• [Task statement]: Images do not belong in the copy. Retype all the entries below exactly.

* * * * * * *

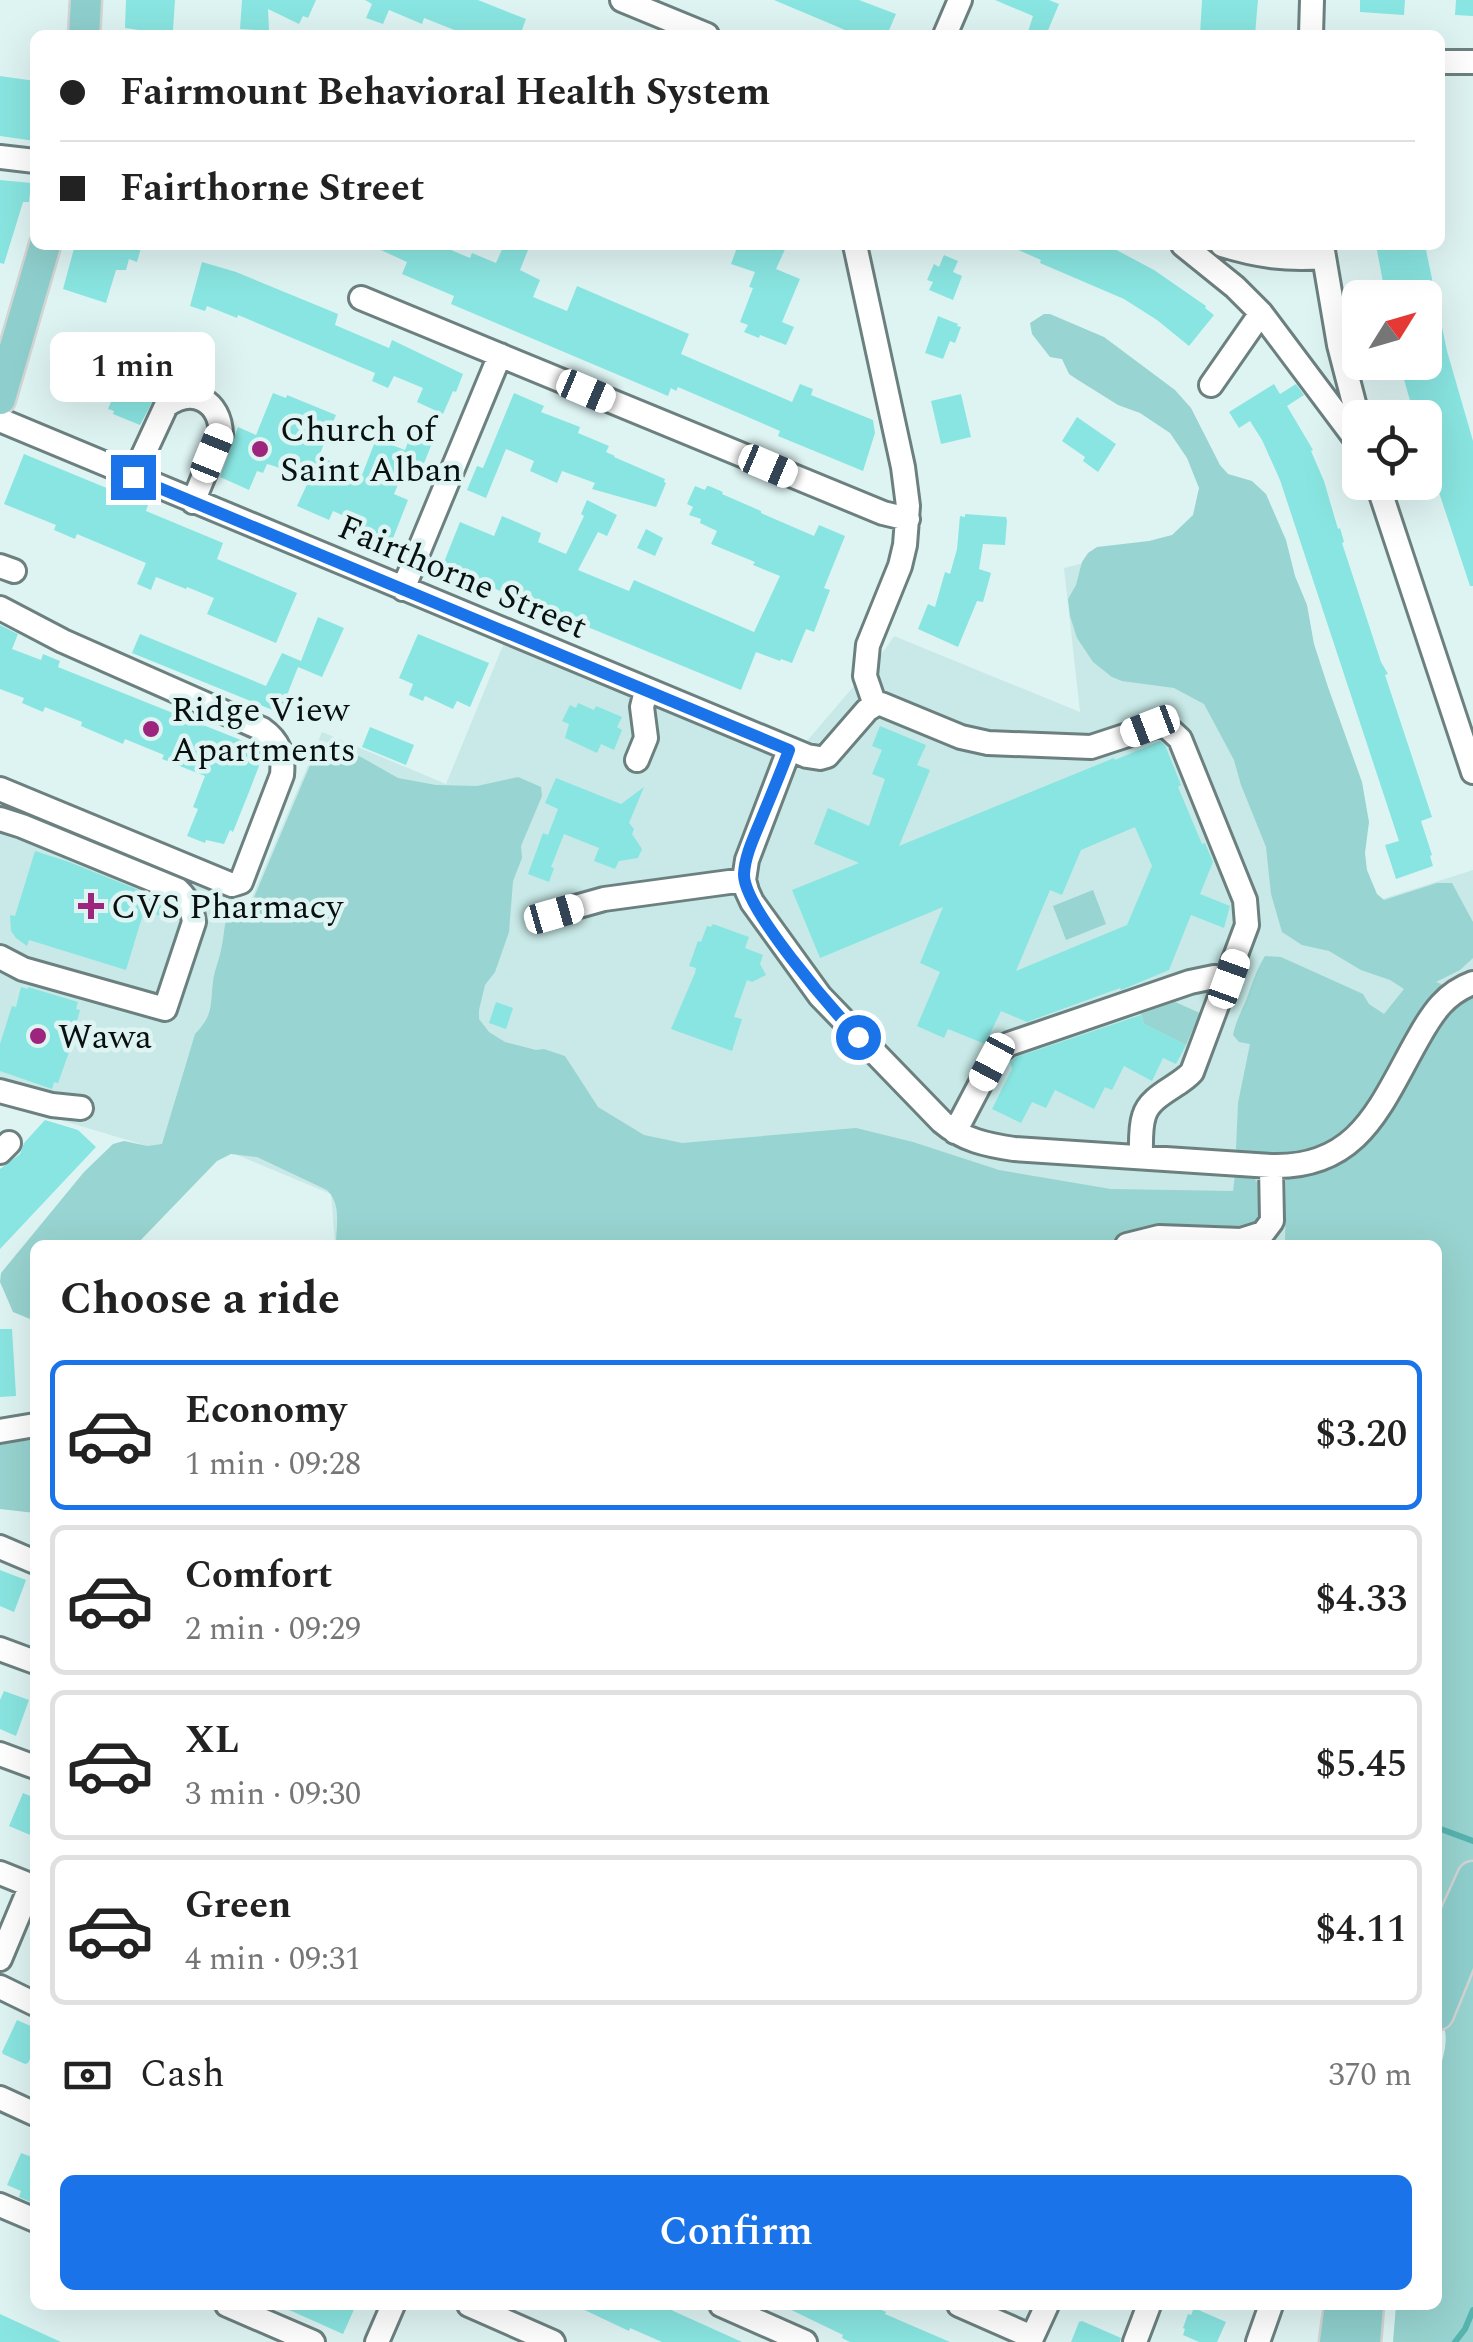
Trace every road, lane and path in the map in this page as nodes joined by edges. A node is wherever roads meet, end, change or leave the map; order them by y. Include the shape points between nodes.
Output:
1 (86, 0) edge
2 (622, 0) edge
3 (960, 0) edge
4 (1312, 0) edge
5 (675, 10) edge
6 (84, 30) edge
7 (700, 30) edge
8 (947, 30) edge
9 (1311, 30) edge
10 (1445, 62) edge
11 (1473, 62) edge
12 (0, 157) edge
13 (30, 160) edge
14 (43, 250) edge
15 (856, 250) edge
16 (1190, 250) edge
17 (1240, 250) edge
18 (1323, 251) edge
19 (361, 298) dead end
20 (1260, 312) junction
21 (500, 356) junction
22 (5, 364) edge
23 (1211, 385) dead end
24 (0, 399) edge
25 (1353, 400) edge
26 (0, 420) edge
27 (1342, 421) edge
28 (133, 477) junction
29 (1384, 500) edge
30 (193, 502) junction
31 (908, 518) junction
32 (403, 589) junction
33 (0, 608) edge
34 (646, 691) junction
35 (875, 705) junction
36 (789, 750) junction
37 (636, 760) dead end
38 (1473, 772) edge
39 (0, 789) edge
40 (6, 821) edge
41 (744, 880) junction
42 (554, 914) dead end
43 (0, 957) edge
44 (1229, 979) junction
45 (1473, 982) edge
46 (0, 1091) edge
47 (81, 1108) dead end
48 (954, 1132) junction
49 (1140, 1157) junction
50 (1272, 1166) junction
51 (1147, 1240) edge
52 (1240, 1240) edge
53 (1240, 1240) edge
54 (30, 1427) edge
55 (0, 1431) edge
56 (0, 1548) edge
57 (30, 1560) edge
58 (0, 1648) edge
59 (30, 1660) edge
60 (0, 1754) edge
61 (30, 1765) edge
62 (0, 1872) edge
63 (1473, 1877) edge
64 (30, 1885) edge
65 (30, 1893) edge
66 (1473, 1928) edge
67 (1442, 1945) edge
68 (0, 1959) edge
69 (0, 1987) edge
70 (30, 2002) edge
71 (1442, 2004) edge
72 (0, 2098) edge
73 (30, 2112) edge
74 (0, 2204) edge
75 (30, 2218) edge
76 (239, 2310) edge
77 (391, 2310) edge
78 (480, 2310) edge
79 (732, 2310) edge
80 (969, 2310) edge
81 (1045, 2310) edge
82 (1148, 2310) edge
83 (1269, 2310) edge
84 (1339, 2310) edge
85 (1367, 2310) edge
86 (1032, 2340) edge
87 (313, 2342) edge
88 (377, 2342) edge
89 (553, 2342) edge
90 (805, 2342) edge
91 (1134, 2342) edge
92 (1258, 2342) edge
93 (1335, 2342) edge
94 (1364, 2342) edge

1 - 6 main road
2 - 5 street
3 - 8 street
4 - 9 street
5 - 7 street
10 - 11 street
12 - 13 street
14 - 22 main road
15 - 31 street
16 - 20 street
17 - 18 street via 1283,259
18 - 25 street
19 - 21 street
20 - 23 street
20 - 27 street
21 - 31 street via 883,514
21 - 32 street
22 - 24 main road
26 - 28 street, Fairthorne Street
28 - 30 street, Fairthorne Street
28 - 30 street via 166,406 198,398 216,412 220,434
29 - 38 street
30 - 32 street, Fairthorne Street
31 - 35 street via 900,566 868,644 865,676
32 - 34 street, Fairthorne Street
33 - 39 street via 262,729 282,753 282,775 240,882 232,885
34 - 36 street, Fairthorne Street
34 - 37 street via 646,738
35 - 36 street via 827,756
35 - 44 street via 988,743 1091,747 1150,726 1174,732 1245,900 1247,925
36 - 41 street
40 - 43 street via 178,890 194,922 165,1009 23,970
41 - 42 street via 604,899
41 - 48 street via 752,902 820,996
44 - 48 street via 1190,982 1009,1044 996,1054
44 - 49 street via 1192,1072 1145,1111
45 - 50 street via 1440,1005 1355,1139 1316,1162
46 - 47 street
48 - 49 street via 990,1146
49 - 50 street
50 - 52 street via 1272,1221 1263,1233
51 - 53 street
54 - 55 street
56 - 57 street
58 - 59 street
60 - 61 street
62 - 64 street
63 - 67 main road
65 - 68 street
66 - 71 main road
69 - 70 street
72 - 73 street
74 - 75 street
76 - 87 street
77 - 88 street
78 - 89 street
79 - 90 street
80 - 86 street
81 - 86 street
82 - 91 street
83 - 92 street
84 - 93 main road
85 - 94 main road

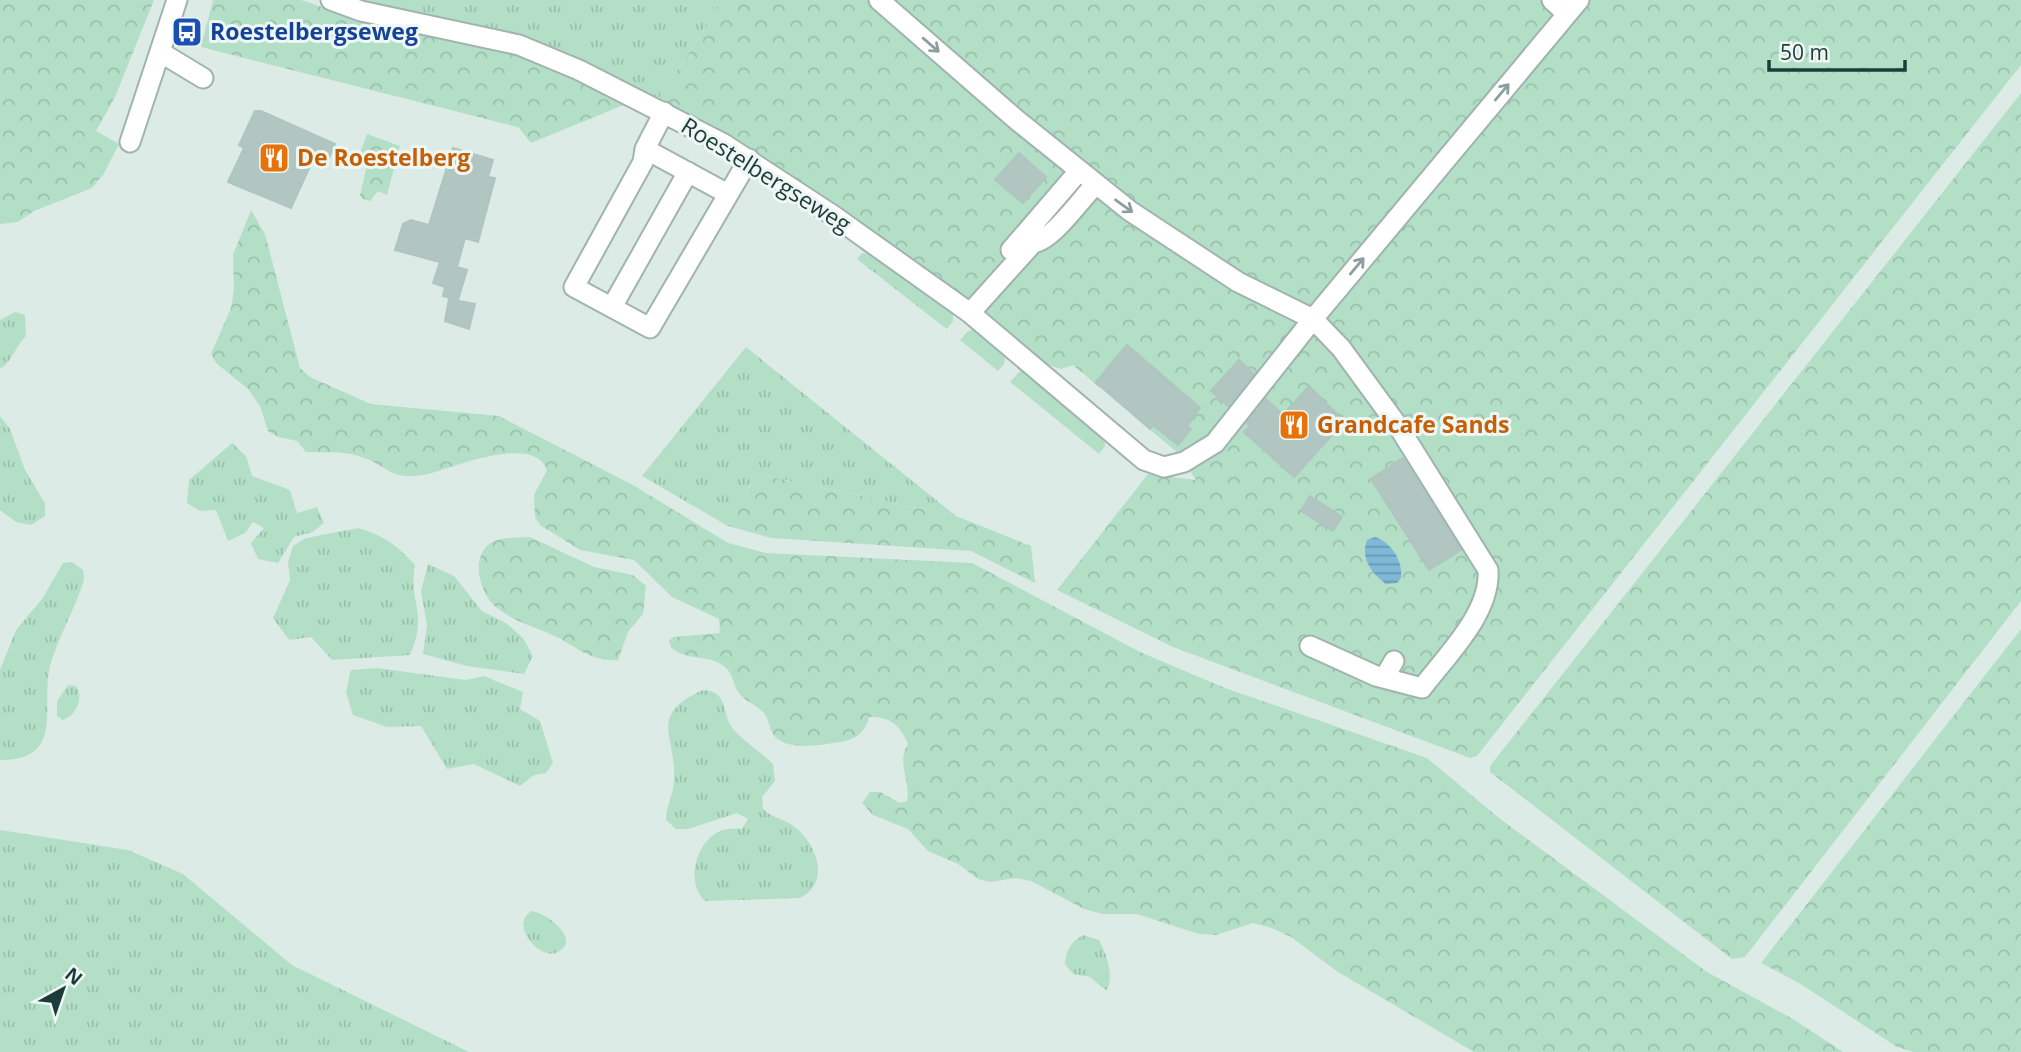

* * * * * * *

• [Result of this exercise]:
Trace every road, lane and path in the map in this page as nodes joined by edges. A node is wherever roads meet, end, change or leave the map; order them by y. Include the shape points between nodes.
Output:
1 (86, 0) edge
2 (622, 0) edge
3 (960, 0) edge
4 (1312, 0) edge
5 (675, 10) edge
6 (84, 30) edge
7 (700, 30) edge
8 (947, 30) edge
9 (1311, 30) edge
10 (1445, 62) edge
11 (1473, 62) edge
12 (0, 157) edge
13 (30, 160) edge
14 (43, 250) edge
15 (856, 250) edge
16 (1190, 250) edge
17 (1240, 250) edge
18 (1323, 251) edge
19 (361, 298) dead end
20 (1260, 312) junction
21 (500, 356) junction
22 (5, 364) edge
23 (1211, 385) dead end
24 (0, 399) edge
25 (1353, 400) edge
26 (0, 420) edge
27 (1342, 421) edge
28 (133, 477) junction
29 (1384, 500) edge
30 (193, 502) junction
31 (908, 518) junction
32 (403, 589) junction
33 (0, 608) edge
34 (646, 691) junction
35 (875, 705) junction
36 (789, 750) junction
37 (636, 760) dead end
38 (1473, 772) edge
39 (0, 789) edge
40 (6, 821) edge
41 (744, 880) junction
42 (554, 914) dead end
43 (0, 957) edge
44 (1229, 979) junction
45 (1473, 982) edge
46 (0, 1091) edge
47 (81, 1108) dead end
48 (954, 1132) junction
49 (1140, 1157) junction
50 (1272, 1166) junction
51 (1147, 1240) edge
52 (1240, 1240) edge
53 (1240, 1240) edge
54 (30, 1427) edge
55 (0, 1431) edge
56 (0, 1548) edge
57 (30, 1560) edge
58 (0, 1648) edge
59 (30, 1660) edge
60 (0, 1754) edge
61 (30, 1765) edge
62 (0, 1872) edge
63 (1473, 1877) edge
64 (30, 1885) edge
65 (30, 1893) edge
66 (1473, 1928) edge
67 (1442, 1945) edge
68 (0, 1959) edge
69 (0, 1987) edge
70 (30, 2002) edge
71 (1442, 2004) edge
72 (0, 2098) edge
73 (30, 2112) edge
74 (0, 2204) edge
75 (30, 2218) edge
76 (239, 2310) edge
77 (391, 2310) edge
78 (480, 2310) edge
79 (732, 2310) edge
80 (969, 2310) edge
81 (1045, 2310) edge
82 (1148, 2310) edge
83 (1269, 2310) edge
84 (1339, 2310) edge
85 (1367, 2310) edge
86 (1032, 2340) edge
87 (313, 2342) edge
88 (377, 2342) edge
89 (553, 2342) edge
90 (805, 2342) edge
91 (1134, 2342) edge
92 (1258, 2342) edge
93 (1335, 2342) edge
94 (1364, 2342) edge

1 - 6 main road
2 - 5 street
3 - 8 street
4 - 9 street
5 - 7 street
10 - 11 street
12 - 13 street
14 - 22 main road
15 - 31 street
16 - 20 street
17 - 18 street via 1283,259
18 - 25 street
19 - 21 street
20 - 23 street
20 - 27 street
21 - 31 street via 883,514
21 - 32 street
22 - 24 main road
26 - 28 street, Fairthorne Street
28 - 30 street, Fairthorne Street
28 - 30 street via 166,406 198,398 216,412 220,434
29 - 38 street
30 - 32 street, Fairthorne Street
31 - 35 street via 900,566 868,644 865,676
32 - 34 street, Fairthorne Street
33 - 39 street via 262,729 282,753 282,775 240,882 232,885
34 - 36 street, Fairthorne Street
34 - 37 street via 646,738
35 - 36 street via 827,756
35 - 44 street via 988,743 1091,747 1150,726 1174,732 1245,900 1247,925
36 - 41 street
40 - 43 street via 178,890 194,922 165,1009 23,970
41 - 42 street via 604,899
41 - 48 street via 752,902 820,996
44 - 48 street via 1190,982 1009,1044 996,1054
44 - 49 street via 1192,1072 1145,1111
45 - 50 street via 1440,1005 1355,1139 1316,1162
46 - 47 street
48 - 49 street via 990,1146
49 - 50 street
50 - 52 street via 1272,1221 1263,1233
51 - 53 street
54 - 55 street
56 - 57 street
58 - 59 street
60 - 61 street
62 - 64 street
63 - 67 main road
65 - 68 street
66 - 71 main road
69 - 70 street
72 - 73 street
74 - 75 street
76 - 87 street
77 - 88 street
78 - 89 street
79 - 90 street
80 - 86 street
81 - 86 street
82 - 91 street
83 - 92 street
84 - 93 main road
85 - 94 main road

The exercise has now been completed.